A começar a 1 de Setembro. Não por ser o dia dedicado pela Igreja Católica à bela “Santa Beatriz da Silva Menezes, Virgem “ (1490-c 1550). Não por constituir efeméride da invasão da Polónia pela Alemanha (1939), da Conferência de Belgrado (1961) ou da tomada do poder por Muammar al-Qaddafi (1969). Não também pelo comemorativo propósito dos dias do Caixeiro Viajante ou do Professor de Educação Física. Nem sequer por marcar o nascimento de António Lobo Antunes (1942), o autor das extraordinárias “D´este viver aqui neste papel descripto. Cartas da Guerra” (1971-1972) , cuja edição as filhas organizaram (2005) , ou de Allen Weinstein (1937), prestigiado historiador americano e actual “Archivist of the United States “. Nada disso. Também não é por corresponder ao 9802º dia da minha actividade como professor universitário, cujo início data de 30 de Outubro de 1980, quatro meses após a conclusão da licenciatura e uma disputa em concurso público limpinho. Apenas porque me fica mais em conta.

Vamos lá tentar fazer disto um mundo aberto.

Burgau, 15 de Agosto de 2007
Helder Adegar Fonseca (HAF)

domingo, setembro 2

9803º dia

O regresso a casa pelo romper da madrugada. Gosto de sair e entrar nas cidades pela manhã, bem cedo. Para trás, umas semanas de férias quase sem pesca e muito pouca praia. Salvaram-se por alguns passeios (escapadinhas, como agora se diz) interessantes na rota das Beiras (Guarda, Belmonte) e da Costa Atlântica (com a incontornável visita à Restinguinha , em Sines). Em Burgau , o meu paraíso em mudança nas paisagens natural e social, como alguém da família notou, estive "sem o velho espírito de férias". Quase tudo por causa da harmonização de uma base de dados de um projecto de investigação. Nela se avançou muito, andando contudo ainda pouco.

Aproveito o resto do fim de semana para “arrumar os papéis”. Neste recomeço, o maior prazer é o regresso à grande portada por onde espreito o bairro e a planície alentejana, e aos meus livros. Os que ficaram por acabar de ler, suspensos em lugares da mesa , com a marca sinalizadora, e agora disponíveis…. e os outros, arrumadinhos pelas estantes (um mimo que antecedeu a partida para férias). Dos que viajaram comigo, nenhum ficou definitivamente arrumado. E nestes, apenas em três houve reais avanços: Education and Social Mobility in the Soviet Union, 1921-1934 (Sheila Fitzpatrick); European Societies between Diversity and Convergence (L.Bekemans & R. Picht , eds) ; Foi Assim (Zita Seabra).
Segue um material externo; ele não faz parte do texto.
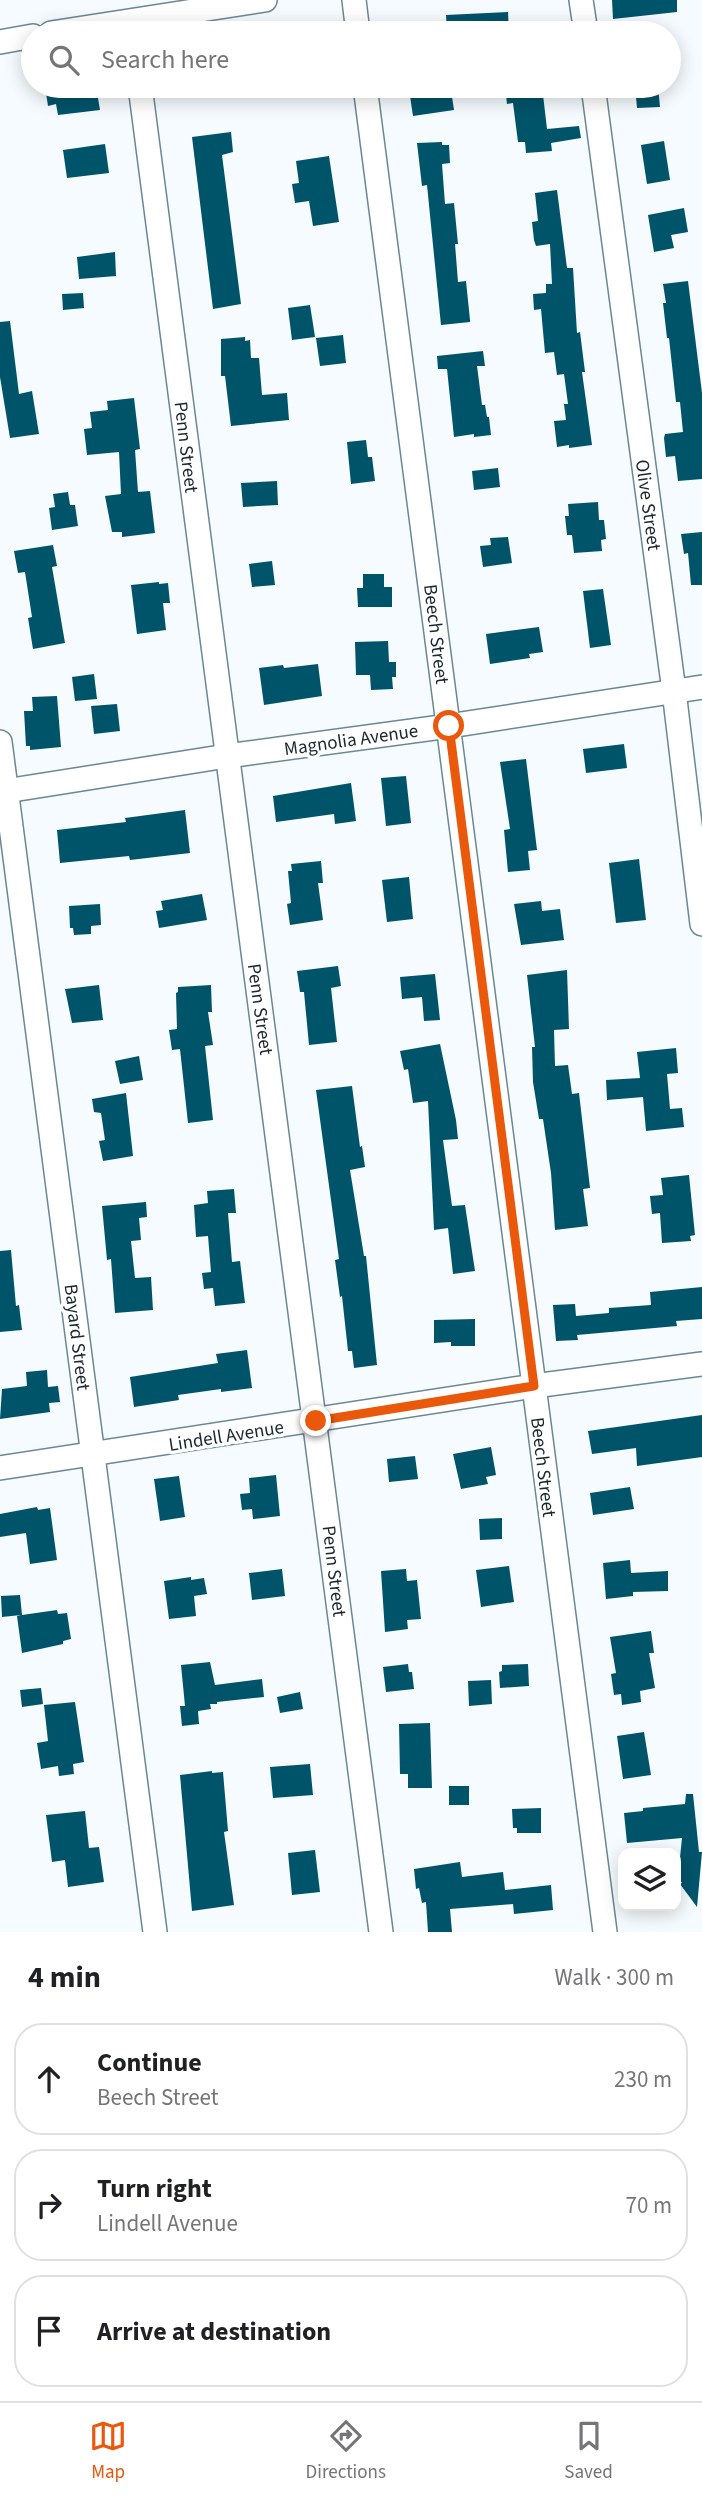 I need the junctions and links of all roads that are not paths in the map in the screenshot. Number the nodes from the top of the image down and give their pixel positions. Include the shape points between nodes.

Foi agradável ainda revisitar “As Ilhas Afortunadas” , de Basil Davidson, “um estudo sobre a África em transformação” , centrado em Cabo Verde e já com vinte anos.
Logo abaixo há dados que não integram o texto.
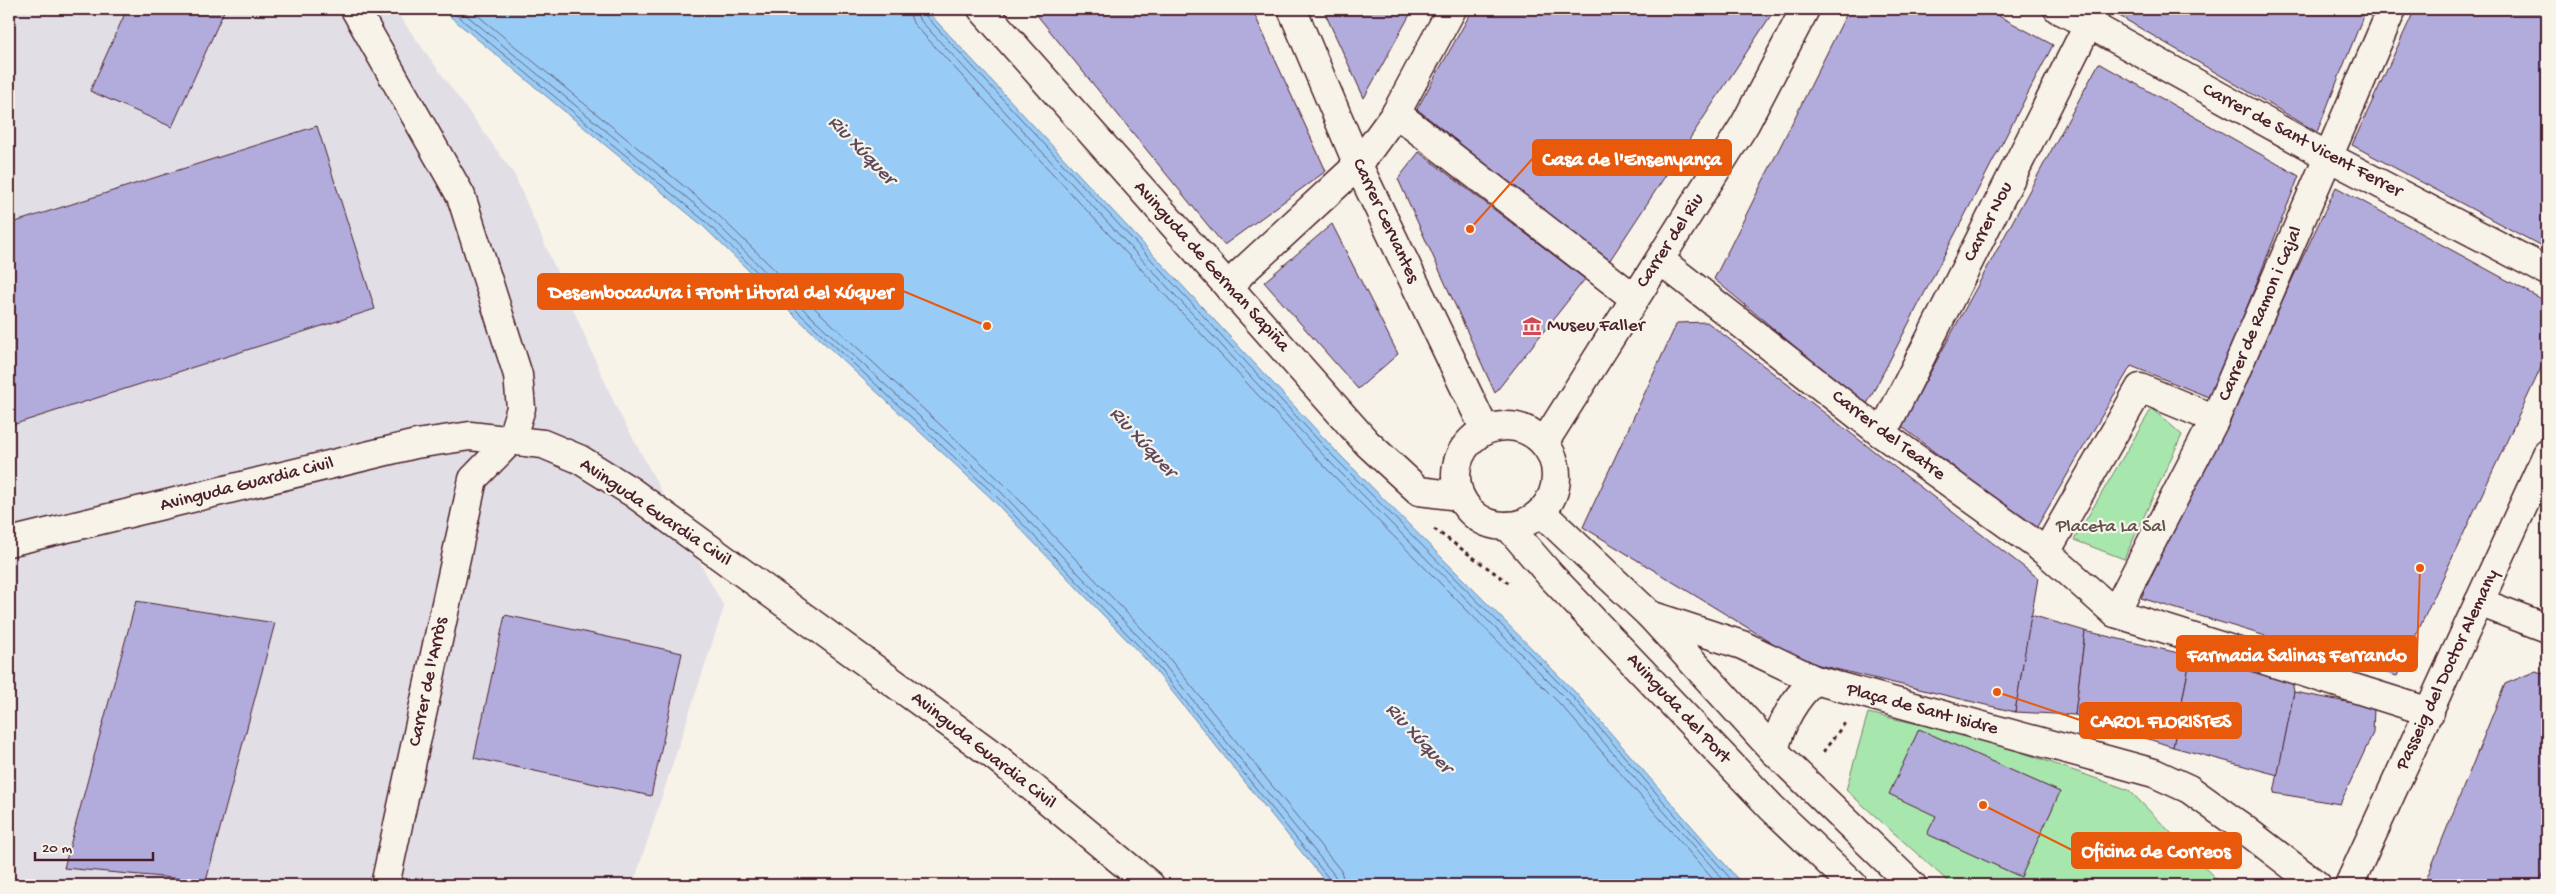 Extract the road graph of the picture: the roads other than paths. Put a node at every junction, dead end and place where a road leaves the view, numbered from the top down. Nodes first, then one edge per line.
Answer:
1 (355, 9) edge
2 (982, 9) edge
3 (1292, 9) edge
4 (1452, 9) edge
5 (1805, 9) edge
6 (2058, 9) edge
7 (2392, 9) edge
8 (2093, 16) edge
9 (1396, 113) junction
10 (2329, 157) junction
11 (1358, 165) junction
12 (1660, 260) junction
13 (2547, 271) edge
14 (1230, 289) junction
15 (1634, 298) junction
16 (2215, 419) junction
17 (1485, 430) junction
18 (1882, 434) junction
19 (510, 440) junction
20 (1544, 443) junction
21 (2547, 454) edge
22 (1459, 496) junction
23 (1542, 512) junction
24 (1508, 526) junction
25 (9, 542) edge
26 (2046, 552) junction
27 (2479, 602) junction
28 (2115, 613) junction
29 (1650, 615) junction
30 (2547, 628) edge
31 (1815, 680) junction
32 (2430, 712) junction
33 (1774, 751) junction
34 (385, 885) edge
35 (1150, 885) edge
36 (1853, 885) edge
37 (1912, 885) edge
38 (2316, 885) edge
39 (2349, 885) edge

1 - 19 street
2 - 14 street, Avinguda de German Sapiña
3 - 11 street, Carrer Cervantes
4 - 9 street
5 - 12 street, Carrer del Riu
6 - 8 street, Carrer de Sant Vicent Ferrer
7 - 10 street, Carrer de Ramon i Cajal
8 - 10 street, Carrer de Sant Vicent Ferrer
8 - 18 street, Carrer Nou
9 - 11 street
9 - 15 street
10 - 13 street, Carrer de Sant Vicent Ferrer
10 - 16 street, Carrer de Ramon i Cajal
11 - 14 street
11 - 17 street, Carrer Cervantes
12 - 15 street, Carrer del Riu
12 - 18 street, Carrer del Teatre
14 - 22 street, Avinguda de German Sapiña
15 - 20 street, Carrer del Riu
16 - 26 street
16 - 28 street, Carrer de Ramon i Cajal
17 - 20 street
17 - 22 street
18 - 26 street, Carrer del Teatre
19 - 25 street, Avinguda Guardia Civil
19 - 34 street, Carrer de l'Arròs
19 - 35 street, Avinguda Guardia Civil
20 - 23 street
21 - 27 street, Passeig del Doctor Alemany
22 - 24 street
23 - 24 street
23 - 29 street, Plaça de Sant Isidre
24 - 36 street, Avinguda del Port
26 - 28 street, Carrer del Teatre
27 - 30 street
27 - 32 street, Passeig del Doctor Alemany
28 - 32 street
29 - 31 street, Plaça de Sant Isidre
29 - 33 street
31 - 33 street
31 - 38 street, Plaça de Sant Isidre
32 - 39 street, Passeig del Doctor Alemany
33 - 37 street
Depois da “tarde desportiva” e em particular do “clássico” SCP-Belenense , recompensados os dever e paixão sportinguistas com a victória justíssima dos “leões” (apesar do nível da arbitragem, como tem de ser) , dei uma vista de olhos ao catálogo de verão da Peter Lang, uma das minhas preferidas editoras académicas privadas da Europa.